# GHCND.py

GHCND.py is a set of Python tools to make it easier to work with station data from [Global Historical Climatology Network Daily (GHCND)](https://www.ncdc.noaa.gov/ghcn-daily-description).

Extract variable/element of interest from the
Global Historical Climatology Network Daily (GHCND) Version 3

To run this you will need:
* A GHCN-D '.dly' file for your chosen station
* the 'ghcnd-stations.txt' metadata file (see https://www1.ncdc.noaa.gov/pub/data/ghcn/daily/ghcnd-stations.txt)

More information on the data can be found here:
https://www1.ncdc.noaa.gov/pub/data/ghcn/daily/readme.txt


## Example

In [3]:
import numpy as np
import pandas as pd
import ghcnd

In [9]:
'''
1. Find Station Names from Here:
    https://www1.ncdc.noaa.gov/pub/data/ghcn/daily/ghcnd-stations.txt
2. Download station file (for example...)
    wget ftp://ftp.ncdc.noaa.gov/pub/data/ghcn/daily/all/CHM00057516.dly .
'''

### Extract all data into a labelled numpy array
df = ghcnd.create_DataFrame('CHM00057516.dly')

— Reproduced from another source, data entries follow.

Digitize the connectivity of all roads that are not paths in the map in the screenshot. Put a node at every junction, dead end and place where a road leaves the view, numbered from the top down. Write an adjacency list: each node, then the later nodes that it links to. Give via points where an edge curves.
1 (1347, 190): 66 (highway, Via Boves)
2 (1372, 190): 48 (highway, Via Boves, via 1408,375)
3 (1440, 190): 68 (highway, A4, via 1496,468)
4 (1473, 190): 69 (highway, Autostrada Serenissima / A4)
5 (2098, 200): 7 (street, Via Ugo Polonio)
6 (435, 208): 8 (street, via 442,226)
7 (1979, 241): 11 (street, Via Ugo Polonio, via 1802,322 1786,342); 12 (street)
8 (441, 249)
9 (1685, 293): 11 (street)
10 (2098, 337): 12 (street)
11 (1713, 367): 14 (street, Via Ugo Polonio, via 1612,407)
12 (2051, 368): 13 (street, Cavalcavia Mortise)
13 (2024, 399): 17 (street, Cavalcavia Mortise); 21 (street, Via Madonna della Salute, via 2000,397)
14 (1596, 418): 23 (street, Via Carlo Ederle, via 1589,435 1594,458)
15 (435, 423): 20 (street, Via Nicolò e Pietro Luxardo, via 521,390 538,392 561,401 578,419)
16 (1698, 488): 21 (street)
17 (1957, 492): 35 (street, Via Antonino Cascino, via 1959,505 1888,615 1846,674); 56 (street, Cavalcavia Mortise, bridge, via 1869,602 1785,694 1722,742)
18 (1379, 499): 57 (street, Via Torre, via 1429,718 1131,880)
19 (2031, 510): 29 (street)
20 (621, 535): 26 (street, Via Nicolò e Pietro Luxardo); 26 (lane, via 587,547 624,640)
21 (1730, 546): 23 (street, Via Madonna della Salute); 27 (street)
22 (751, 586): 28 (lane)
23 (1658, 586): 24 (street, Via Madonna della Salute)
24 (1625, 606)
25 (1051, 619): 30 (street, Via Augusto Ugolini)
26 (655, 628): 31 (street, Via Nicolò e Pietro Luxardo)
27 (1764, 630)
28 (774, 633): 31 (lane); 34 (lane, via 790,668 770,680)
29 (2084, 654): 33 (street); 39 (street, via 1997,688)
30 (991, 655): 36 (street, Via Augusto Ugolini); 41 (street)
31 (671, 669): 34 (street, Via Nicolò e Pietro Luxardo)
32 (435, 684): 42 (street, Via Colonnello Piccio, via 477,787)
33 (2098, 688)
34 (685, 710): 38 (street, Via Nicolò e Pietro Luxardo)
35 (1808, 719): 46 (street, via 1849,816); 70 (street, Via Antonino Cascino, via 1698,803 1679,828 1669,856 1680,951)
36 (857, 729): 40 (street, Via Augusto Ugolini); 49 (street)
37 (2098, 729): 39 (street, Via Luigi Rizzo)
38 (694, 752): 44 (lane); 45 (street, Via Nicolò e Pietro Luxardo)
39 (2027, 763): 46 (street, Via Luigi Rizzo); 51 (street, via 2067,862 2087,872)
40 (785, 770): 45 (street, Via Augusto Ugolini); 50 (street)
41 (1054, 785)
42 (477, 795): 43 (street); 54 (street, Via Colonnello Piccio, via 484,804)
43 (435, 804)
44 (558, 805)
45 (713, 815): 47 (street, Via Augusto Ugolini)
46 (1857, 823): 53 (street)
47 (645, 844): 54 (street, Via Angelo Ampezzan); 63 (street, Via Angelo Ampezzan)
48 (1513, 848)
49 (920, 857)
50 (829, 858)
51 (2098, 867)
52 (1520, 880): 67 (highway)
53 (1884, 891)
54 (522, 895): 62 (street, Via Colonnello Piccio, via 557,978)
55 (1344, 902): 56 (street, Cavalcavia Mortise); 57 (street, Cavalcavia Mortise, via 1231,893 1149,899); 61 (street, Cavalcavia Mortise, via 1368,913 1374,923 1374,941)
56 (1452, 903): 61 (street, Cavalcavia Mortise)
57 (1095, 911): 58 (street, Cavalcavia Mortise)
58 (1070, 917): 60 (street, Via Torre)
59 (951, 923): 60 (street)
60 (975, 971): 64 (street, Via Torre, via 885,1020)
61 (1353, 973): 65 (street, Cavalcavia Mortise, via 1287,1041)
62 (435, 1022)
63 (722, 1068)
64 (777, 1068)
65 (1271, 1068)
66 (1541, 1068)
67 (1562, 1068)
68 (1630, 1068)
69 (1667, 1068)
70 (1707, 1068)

### Filter data for, e.g., desired variable
var = 'TMIN'
df = df[ df['element'] == var ]

### Tidy up columns
df = df.rename(index=str, columns={"value": var})
df = df.drop(['element'], axis=1)

### Add metadata
df = ghcnd.add_metadata(df, 'ghcnd-stations.txt')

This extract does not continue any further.